Posts Tagged ‘King of the Weeds’

New Mike Hammer Novel Giveaway

Tuesday, April 15th, 2014
King of the Weeds

Last week, my offer of a dozen ARC’s (advance reading copies) of ANTIQUES CON to readers willing to do an Amazon review found all twelve spoken for within 24 hours.

This week I have a similar offer, and it just might go quicker (we will post here and on Facebook when the offered books are gone). [Note from Nate: We’re all out again. Thanks for the terrific response!] I have a dozen copies (not advance reading copies, but the real deal, and I’ll sign them) of KING OF THE WEEDS, the Mike Hammer novel going on sale May 6. Again, this is predicated on your willingness to write an Amazon review (also encouraged are Barnes & Noble reviews and blog reviews in general). Do not try to post your review before May 6 – Amazon does not allow advance reviews except from their own selected cadre.
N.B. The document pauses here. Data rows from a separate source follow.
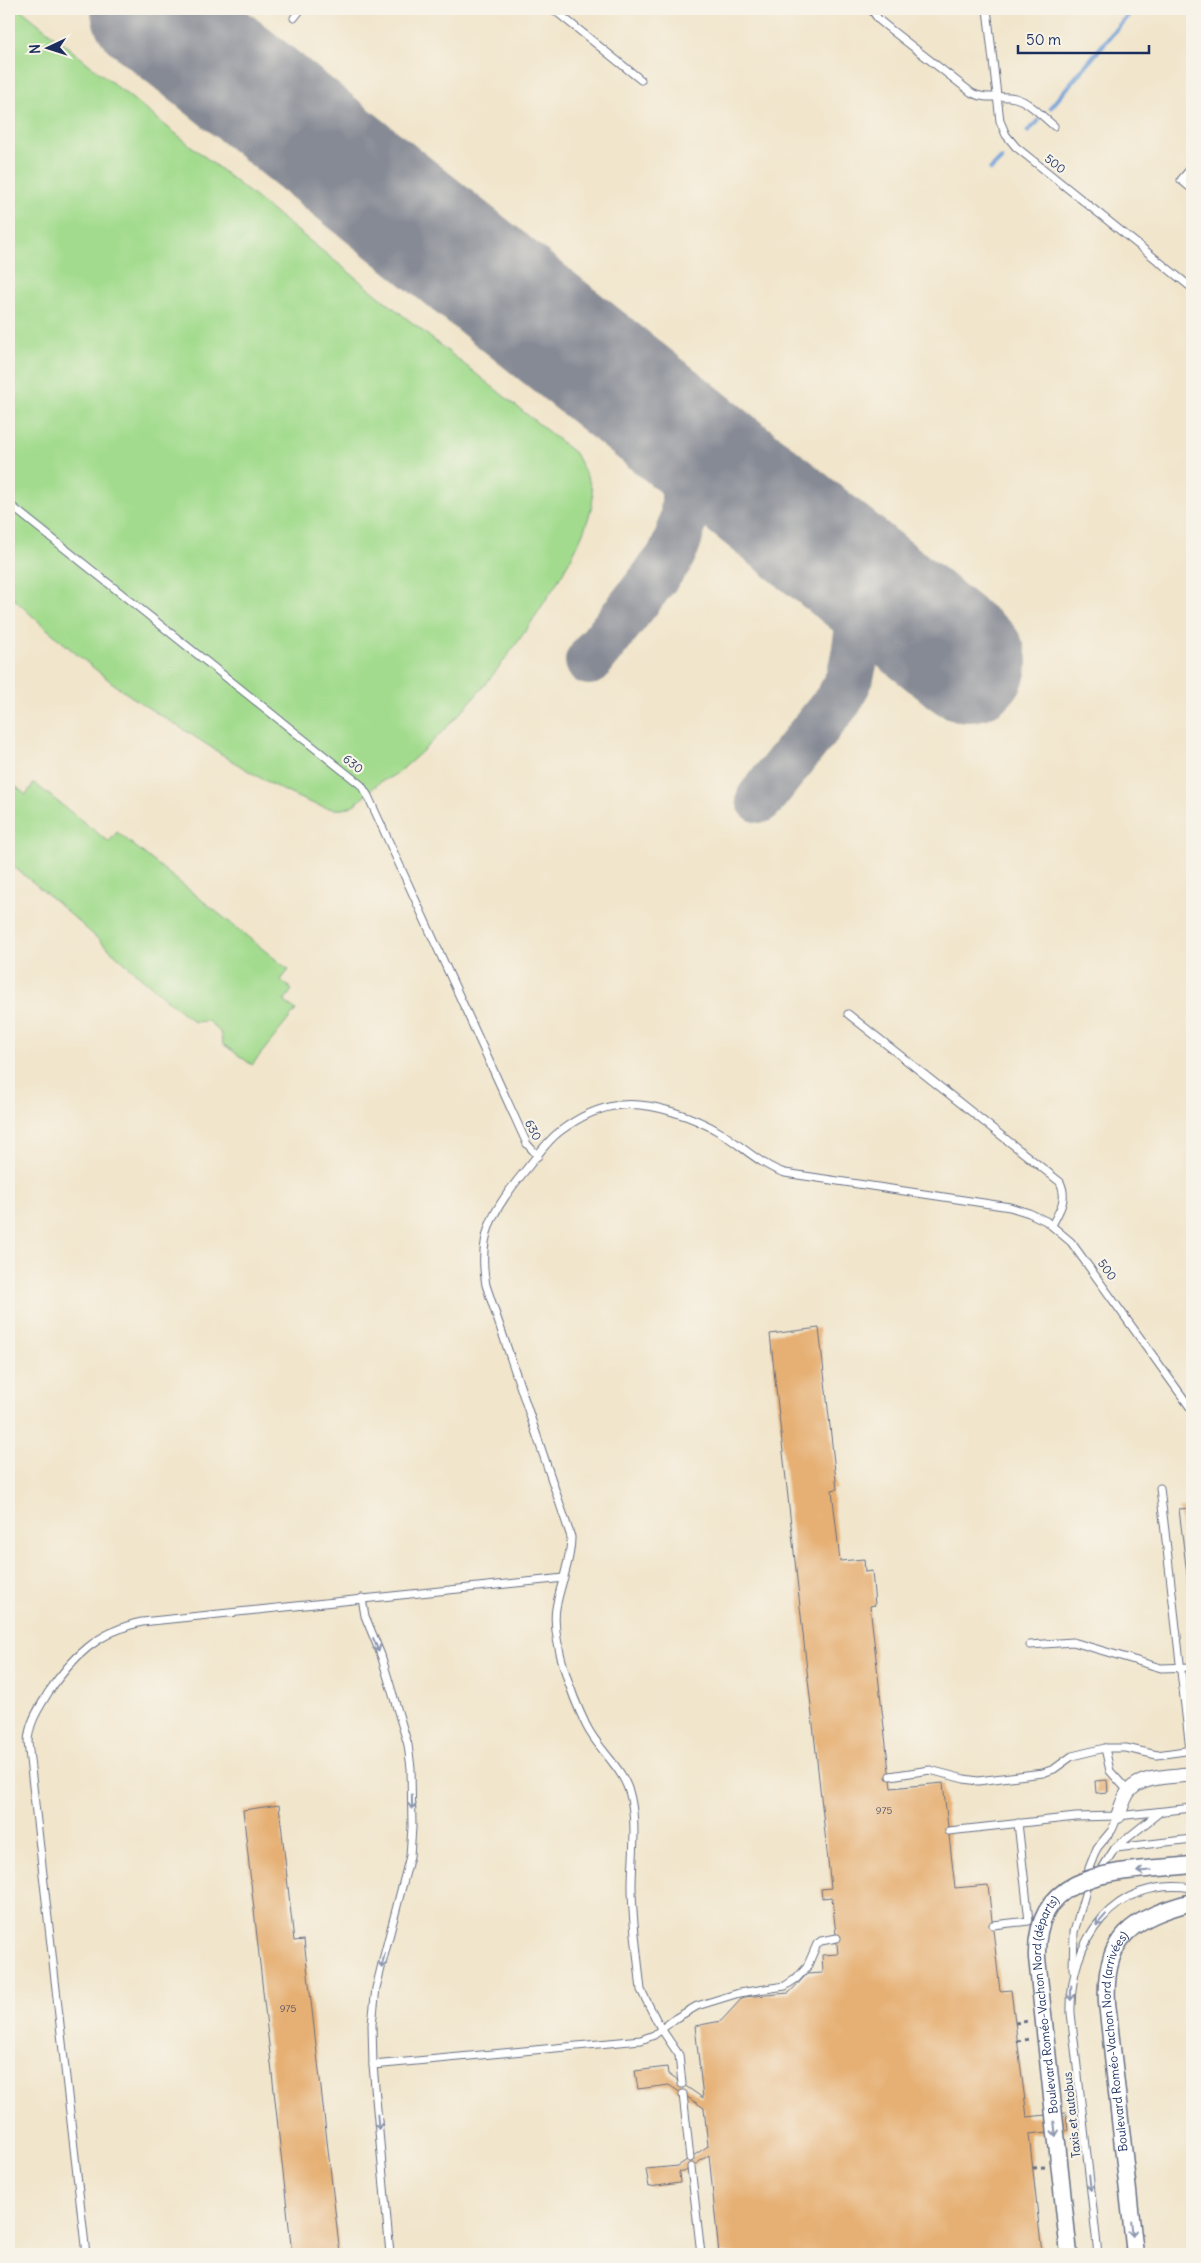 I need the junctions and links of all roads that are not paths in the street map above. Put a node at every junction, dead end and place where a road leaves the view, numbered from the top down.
1 (301, 9) edge
2 (553, 9) edge
3 (872, 9) edge
4 (987, 9) edge
5 (294, 18) dead end
6 (641, 80) dead end
7 (997, 98) junction
8 (1054, 126) dead end
9 (1192, 167) edge
10 (1192, 189) edge
11 (1192, 288) edge
12 (9, 504) edge
13 (848, 1014) dead end
14 (538, 1156) junction
15 (1052, 1225) junction
16 (1192, 1410) edge
17 (1160, 1488) dead end
18 (564, 1578) junction
19 (362, 1598) junction
20 (1030, 1645) dead end
21 (1192, 1668) edge
22 (1181, 1669) junction
23 (1105, 1748) junction
24 (1191, 1750) edge
25 (1192, 1774) edge
26 (890, 1776) dead end
27 (1128, 1791) junction
28 (1192, 1808) edge
29 (1160, 1812) junction
30 (1118, 1816) junction
31 (1018, 1823) junction
32 (949, 1831) dead end
33 (1192, 1839) edge
34 (1115, 1848) junction
35 (1192, 1865) edge
36 (1192, 1888) edge
37 (1085, 1894) junction
38 (1192, 1902) edge
39 (993, 1925) dead end
40 (837, 1938) dead end
41 (1073, 1974) junction
42 (662, 2029) junction
43 (372, 2065) junction
44 (682, 2084) dead end
45 (683, 2094) dead end
46 (690, 2158) dead end
47 (691, 2167) dead end
48 (86, 2254) edge
49 (390, 2254) edge
50 (701, 2254) edge
51 (1070, 2254) edge
52 (1098, 2254) edge
53 (1135, 2254) edge

1 - 5 lane
2 - 6 lane
3 - 7 lane
4 - 7 lane, 500
7 - 8 lane
7 - 11 lane, 500
9 - 10 lane
12 - 14 lane, 630
13 - 15 lane
14 - 15 lane, 500
14 - 18 lane, 500
15 - 16 lane, 500
17 - 22 lane
18 - 19 lane
18 - 42 lane, 500
19 -> 43 lane
19 - 48 lane
20 - 22 lane
21 - 22 lane
22 - 24 lane
23 - 24 lane
23 - 26 lane
23 - 27 lane
25 - 27 street
27 - 30 street
28 - 29 lane
29 - 30 lane
29 - 34 lane
30 - 31 lane
30 - 37 lane
31 - 32 lane
31 - 39 lane
33 - 34 lane
34 - 37 lane
35 -> 51 street, Boulevard Roméo-Vachon Nord (départs), bridge
36 -> 41 lane, Taxis et autobus
37 - 41 lane, Taxis et autobus
38 -> 53 street, Boulevard Roméo-Vachon Nord (arrivées)
40 - 42 lane
41 -> 52 lane, Taxis et autobus
42 - 43 lane
42 - 44 lane, 500
43 -> 49 lane
45 - 46 lane
47 - 50 lane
This week our son Nathan visited Barb and me for several days, and during that time our author copies came of not only ANTIQUES CON and KING OF THE WEEDS, but Nathan’s BATTLE ROYALE (the cult classic Japanese novel of which he did a new, superior translation). Kind of amazing: every time the doorbell rang, there were more boxes of our books! (And an angel got its wings, of course.)

Battle Royale Remastered

Nathan’s presence was fortuitous in another way – he was here to participate for Barb and me (and Mrs. Nathan Collins, Abby) in the frantic on-line event known as the San Diego Con making hotel rooms available. The rooms go in under twenty minutes, and the good ones (downtown) are gone in under two minutes. Nathan took under 90 seconds to enter the required info, including a list of six hotels in order of preference, and – thanks to computer dexterity on Nate’s part that both his mother and I lack – we were rewarded with rooms at the Marriot Marina next door to the convention center. This is winning the nerd lottery. We have been attending San Diego Comic Con for many, many years…and this is the first time we’re staying at everybody’s first choice for lodgings.
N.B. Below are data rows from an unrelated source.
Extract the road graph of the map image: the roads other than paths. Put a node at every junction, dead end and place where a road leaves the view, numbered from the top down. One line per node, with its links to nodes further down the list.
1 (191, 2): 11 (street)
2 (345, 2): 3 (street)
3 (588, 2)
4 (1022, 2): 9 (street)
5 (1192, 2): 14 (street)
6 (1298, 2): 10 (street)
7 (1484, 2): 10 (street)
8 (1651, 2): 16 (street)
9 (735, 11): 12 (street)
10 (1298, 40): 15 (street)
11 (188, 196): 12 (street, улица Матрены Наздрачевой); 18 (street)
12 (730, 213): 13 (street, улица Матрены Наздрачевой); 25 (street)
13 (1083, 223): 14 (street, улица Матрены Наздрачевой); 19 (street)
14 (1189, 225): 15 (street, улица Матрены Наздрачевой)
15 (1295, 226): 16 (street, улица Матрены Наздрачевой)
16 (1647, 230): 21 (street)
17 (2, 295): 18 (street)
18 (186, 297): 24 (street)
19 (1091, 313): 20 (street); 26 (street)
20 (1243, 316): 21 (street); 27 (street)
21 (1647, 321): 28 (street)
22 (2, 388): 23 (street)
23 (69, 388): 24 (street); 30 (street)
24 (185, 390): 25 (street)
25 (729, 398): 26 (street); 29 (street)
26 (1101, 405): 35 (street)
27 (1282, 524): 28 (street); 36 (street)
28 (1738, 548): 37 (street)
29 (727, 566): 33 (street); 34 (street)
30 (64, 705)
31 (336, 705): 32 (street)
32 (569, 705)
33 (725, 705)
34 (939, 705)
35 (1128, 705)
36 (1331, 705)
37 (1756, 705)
Right now I am working on ANTIQUES SWAP – really dug in on it. Another week and a half, I would estimate, and my draft will be complete. Barb did such a great first draft that my work has been easy – or as easy as writing ever gets, which isn’t very.
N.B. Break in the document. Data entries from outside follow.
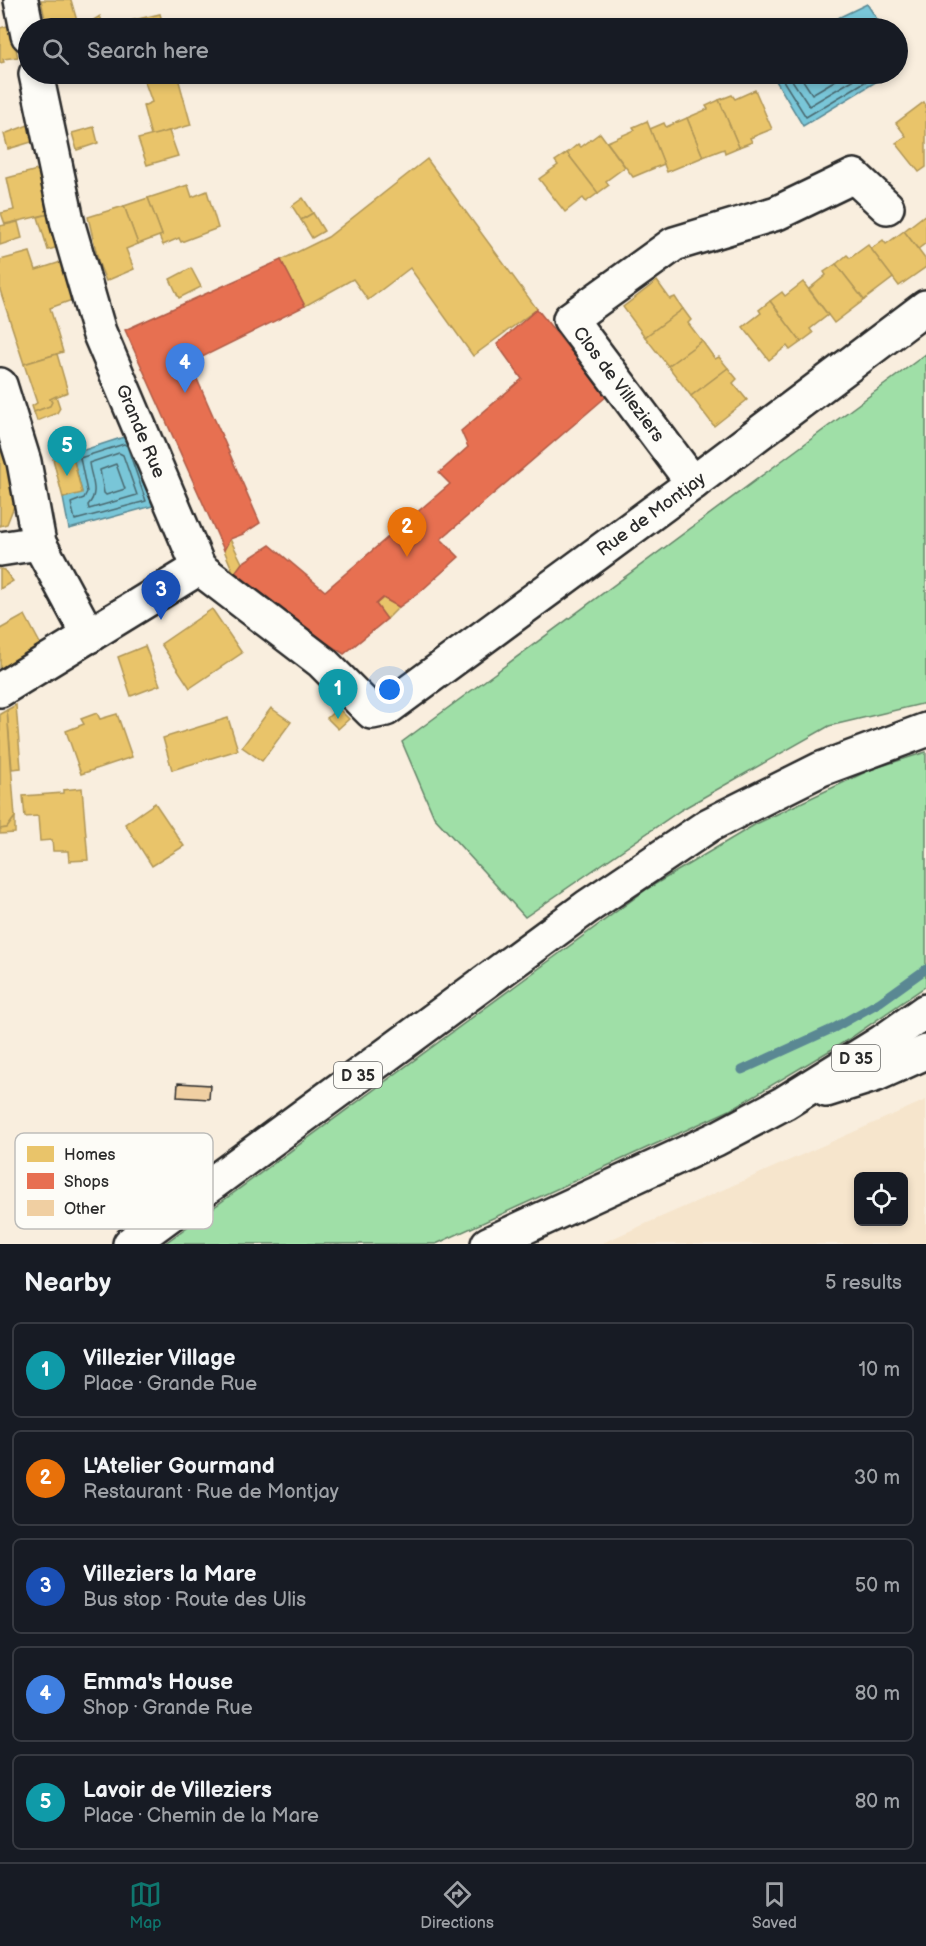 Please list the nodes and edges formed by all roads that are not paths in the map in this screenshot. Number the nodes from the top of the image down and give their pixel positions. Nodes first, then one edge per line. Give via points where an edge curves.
1 (21, 0) edge
2 (25, 18) edge
3 (38, 84) edge
4 (887, 207) dead end
5 (926, 307) edge
6 (0, 385) edge
7 (693, 483) junction
8 (39, 543) junction
9 (0, 549) edge
10 (199, 568) junction
11 (89, 636) junction
12 (0, 690) edge
13 (372, 712) joint
14 (926, 730) edge
15 (926, 1011) edge
16 (926, 1052) edge
17 (784, 1103) junction
18 (213, 1183) edge
19 (150, 1229) edge
20 (130, 1244) edge
21 (488, 1244) edge

1 - 2 street
3 - 10 street, Grande Rue via 68,225 99,332
4 - 7 street, Clos de Villeziers via 854,176 777,213 674,244 570,319
5 - 7 street, Rue de Montjay
6 - 8 street via 24,462
7 - 13 street, Rue de Montjay via 386,709
8 - 9 street
8 - 11 street
10 - 11 street
10 - 13 street, Grande Rue via 322,662
11 - 12 street
14 - 18 street, D 35 via 821,769 709,825 587,907
15 - 17 street, D 35
16 - 17 street via 876,1074
17 - 21 street, D 35 via 716,1139
19 - 20 street, D 35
Allow me to quickly comment on a few recent TV series and movies.

First, TV. JUSTIFIED is a great show and had a terrific season finale, setting up one last great big season with Raylon Givens and Boyd Crowder facing off one last time. ARCHER – renamed ARCHER VICE – is winding up its latest season, and it remains my favorite series on TV, just a truly demented guilty pleasure, should any of you be able to experience guilt. On Blu-ray, we watched three JACK IRISH movies, a very good hardboiled private eye show from Australia based on a novel series – beautifully shot, well-written, well-acted, with Guy Pierce excellent as the somewhat forlorn (but not despairing) lead. At least as good is the new season, the sixth, of GEORGE GENTLY with British TV superstar, Martin Shaw. These four movie-length episodes are superior to most of what you might see at the movies themselves. Set in the changing times of the late ‘60s, with a father-and-son relationship between an older and younger cop, GENTLY is as good as anything in the UK crime department with the possible exception of SHERLOCK.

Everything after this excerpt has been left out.